**What to do:**
Copy out the listing below so that each line matches exactly.

**Dataset records:**
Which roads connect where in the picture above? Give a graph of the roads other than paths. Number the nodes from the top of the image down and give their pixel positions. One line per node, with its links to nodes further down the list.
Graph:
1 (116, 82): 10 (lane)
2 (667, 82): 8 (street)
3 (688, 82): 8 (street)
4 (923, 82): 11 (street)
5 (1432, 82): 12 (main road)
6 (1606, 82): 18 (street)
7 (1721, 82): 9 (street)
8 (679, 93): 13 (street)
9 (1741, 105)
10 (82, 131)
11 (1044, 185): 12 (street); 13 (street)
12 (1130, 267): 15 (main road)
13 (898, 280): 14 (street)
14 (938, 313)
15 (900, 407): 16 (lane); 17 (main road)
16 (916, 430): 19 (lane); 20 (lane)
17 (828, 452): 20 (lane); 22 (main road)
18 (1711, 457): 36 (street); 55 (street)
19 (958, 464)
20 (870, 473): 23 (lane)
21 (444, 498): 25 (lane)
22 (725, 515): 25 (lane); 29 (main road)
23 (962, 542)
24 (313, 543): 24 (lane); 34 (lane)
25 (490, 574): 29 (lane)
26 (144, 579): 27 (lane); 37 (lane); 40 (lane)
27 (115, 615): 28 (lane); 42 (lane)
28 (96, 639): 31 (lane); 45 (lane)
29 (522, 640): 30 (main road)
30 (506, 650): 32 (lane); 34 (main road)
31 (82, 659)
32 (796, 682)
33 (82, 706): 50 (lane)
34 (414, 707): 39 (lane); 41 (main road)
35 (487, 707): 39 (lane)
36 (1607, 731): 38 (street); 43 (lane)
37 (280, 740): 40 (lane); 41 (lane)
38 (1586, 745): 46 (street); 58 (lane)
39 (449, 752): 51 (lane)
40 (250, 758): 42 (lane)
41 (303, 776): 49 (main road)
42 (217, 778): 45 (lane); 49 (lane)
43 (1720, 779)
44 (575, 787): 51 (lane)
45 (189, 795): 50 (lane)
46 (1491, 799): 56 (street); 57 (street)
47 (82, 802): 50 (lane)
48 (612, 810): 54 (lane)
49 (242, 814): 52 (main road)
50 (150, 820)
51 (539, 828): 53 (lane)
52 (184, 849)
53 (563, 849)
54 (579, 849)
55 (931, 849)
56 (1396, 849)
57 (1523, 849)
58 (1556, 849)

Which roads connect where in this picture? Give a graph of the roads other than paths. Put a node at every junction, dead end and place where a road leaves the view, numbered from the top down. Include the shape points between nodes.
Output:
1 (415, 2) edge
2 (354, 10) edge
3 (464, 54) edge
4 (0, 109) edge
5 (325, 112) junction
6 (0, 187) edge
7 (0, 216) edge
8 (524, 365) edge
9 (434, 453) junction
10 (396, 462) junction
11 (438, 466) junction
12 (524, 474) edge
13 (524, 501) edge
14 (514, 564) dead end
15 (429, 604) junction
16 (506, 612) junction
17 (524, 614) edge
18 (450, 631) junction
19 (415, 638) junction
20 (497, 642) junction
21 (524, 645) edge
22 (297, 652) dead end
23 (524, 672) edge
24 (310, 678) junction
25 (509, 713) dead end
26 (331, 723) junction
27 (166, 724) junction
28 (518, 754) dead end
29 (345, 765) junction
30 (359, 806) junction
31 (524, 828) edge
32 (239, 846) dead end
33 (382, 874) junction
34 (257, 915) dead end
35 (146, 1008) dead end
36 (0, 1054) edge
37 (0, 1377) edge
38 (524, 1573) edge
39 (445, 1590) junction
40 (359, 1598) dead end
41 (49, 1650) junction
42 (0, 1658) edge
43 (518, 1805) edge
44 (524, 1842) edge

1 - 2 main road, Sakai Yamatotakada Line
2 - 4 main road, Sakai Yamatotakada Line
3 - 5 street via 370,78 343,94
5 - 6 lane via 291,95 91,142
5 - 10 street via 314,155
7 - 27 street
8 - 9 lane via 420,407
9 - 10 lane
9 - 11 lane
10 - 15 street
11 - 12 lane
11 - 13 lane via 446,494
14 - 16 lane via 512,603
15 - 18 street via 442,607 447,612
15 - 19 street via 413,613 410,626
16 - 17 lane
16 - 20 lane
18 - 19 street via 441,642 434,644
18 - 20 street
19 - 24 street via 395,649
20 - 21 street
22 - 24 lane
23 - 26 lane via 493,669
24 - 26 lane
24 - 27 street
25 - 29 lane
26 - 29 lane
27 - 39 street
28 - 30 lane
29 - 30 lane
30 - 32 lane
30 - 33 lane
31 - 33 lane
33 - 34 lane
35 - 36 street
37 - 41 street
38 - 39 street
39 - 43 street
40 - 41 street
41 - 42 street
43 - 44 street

**Answer to the exercise:**
Which roads connect where in the picture above? Give a graph of the roads other than paths. Number the nodes from the top of the image down and give their pixel positions. One line per node, with its links to nodes further down the list.
Graph:
1 (116, 82): 10 (lane)
2 (667, 82): 8 (street)
3 (688, 82): 8 (street)
4 (923, 82): 11 (street)
5 (1432, 82): 12 (main road)
6 (1606, 82): 18 (street)
7 (1721, 82): 9 (street)
8 (679, 93): 13 (street)
9 (1741, 105)
10 (82, 131)
11 (1044, 185): 12 (street); 13 (street)
12 (1130, 267): 15 (main road)
13 (898, 280): 14 (street)
14 (938, 313)
15 (900, 407): 16 (lane); 17 (main road)
16 (916, 430): 19 (lane); 20 (lane)
17 (828, 452): 20 (lane); 22 (main road)
18 (1711, 457): 36 (street); 55 (street)
19 (958, 464)
20 (870, 473): 23 (lane)
21 (444, 498): 25 (lane)
22 (725, 515): 25 (lane); 29 (main road)
23 (962, 542)
24 (313, 543): 24 (lane); 34 (lane)
25 (490, 574): 29 (lane)
26 (144, 579): 27 (lane); 37 (lane); 40 (lane)
27 (115, 615): 28 (lane); 42 (lane)
28 (96, 639): 31 (lane); 45 (lane)
29 (522, 640): 30 (main road)
30 (506, 650): 32 (lane); 34 (main road)
31 (82, 659)
32 (796, 682)
33 (82, 706): 50 (lane)
34 (414, 707): 39 (lane); 41 (main road)
35 (487, 707): 39 (lane)
36 (1607, 731): 38 (street); 43 (lane)
37 (280, 740): 40 (lane); 41 (lane)
38 (1586, 745): 46 (street); 58 (lane)
39 (449, 752): 51 (lane)
40 (250, 758): 42 (lane)
41 (303, 776): 49 (main road)
42 (217, 778): 45 (lane); 49 (lane)
43 (1720, 779)
44 (575, 787): 51 (lane)
45 (189, 795): 50 (lane)
46 (1491, 799): 56 (street); 57 (street)
47 (82, 802): 50 (lane)
48 (612, 810): 54 (lane)
49 (242, 814): 52 (main road)
50 (150, 820)
51 (539, 828): 53 (lane)
52 (184, 849)
53 (563, 849)
54 (579, 849)
55 (931, 849)
56 (1396, 849)
57 (1523, 849)
58 (1556, 849)

Which roads connect where in this picture? Give a graph of the roads other than paths. Put a node at every junction, dead end and place where a road leaves the view, numbered from the top down. Include the shape points between nodes.
Output:
1 (415, 2) edge
2 (354, 10) edge
3 (464, 54) edge
4 (0, 109) edge
5 (325, 112) junction
6 (0, 187) edge
7 (0, 216) edge
8 (524, 365) edge
9 (434, 453) junction
10 (396, 462) junction
11 (438, 466) junction
12 (524, 474) edge
13 (524, 501) edge
14 (514, 564) dead end
15 (429, 604) junction
16 (506, 612) junction
17 (524, 614) edge
18 (450, 631) junction
19 (415, 638) junction
20 (497, 642) junction
21 (524, 645) edge
22 (297, 652) dead end
23 (524, 672) edge
24 (310, 678) junction
25 (509, 713) dead end
26 (331, 723) junction
27 (166, 724) junction
28 (518, 754) dead end
29 (345, 765) junction
30 (359, 806) junction
31 (524, 828) edge
32 (239, 846) dead end
33 (382, 874) junction
34 (257, 915) dead end
35 (146, 1008) dead end
36 (0, 1054) edge
37 (0, 1377) edge
38 (524, 1573) edge
39 (445, 1590) junction
40 (359, 1598) dead end
41 (49, 1650) junction
42 (0, 1658) edge
43 (518, 1805) edge
44 (524, 1842) edge

1 - 2 main road, Sakai Yamatotakada Line
2 - 4 main road, Sakai Yamatotakada Line
3 - 5 street via 370,78 343,94
5 - 6 lane via 291,95 91,142
5 - 10 street via 314,155
7 - 27 street
8 - 9 lane via 420,407
9 - 10 lane
9 - 11 lane
10 - 15 street
11 - 12 lane
11 - 13 lane via 446,494
14 - 16 lane via 512,603
15 - 18 street via 442,607 447,612
15 - 19 street via 413,613 410,626
16 - 17 lane
16 - 20 lane
18 - 19 street via 441,642 434,644
18 - 20 street
19 - 24 street via 395,649
20 - 21 street
22 - 24 lane
23 - 26 lane via 493,669
24 - 26 lane
24 - 27 street
25 - 29 lane
26 - 29 lane
27 - 39 street
28 - 30 lane
29 - 30 lane
30 - 32 lane
30 - 33 lane
31 - 33 lane
33 - 34 lane
35 - 36 street
37 - 41 street
38 - 39 street
39 - 43 street
40 - 41 street
41 - 42 street
43 - 44 street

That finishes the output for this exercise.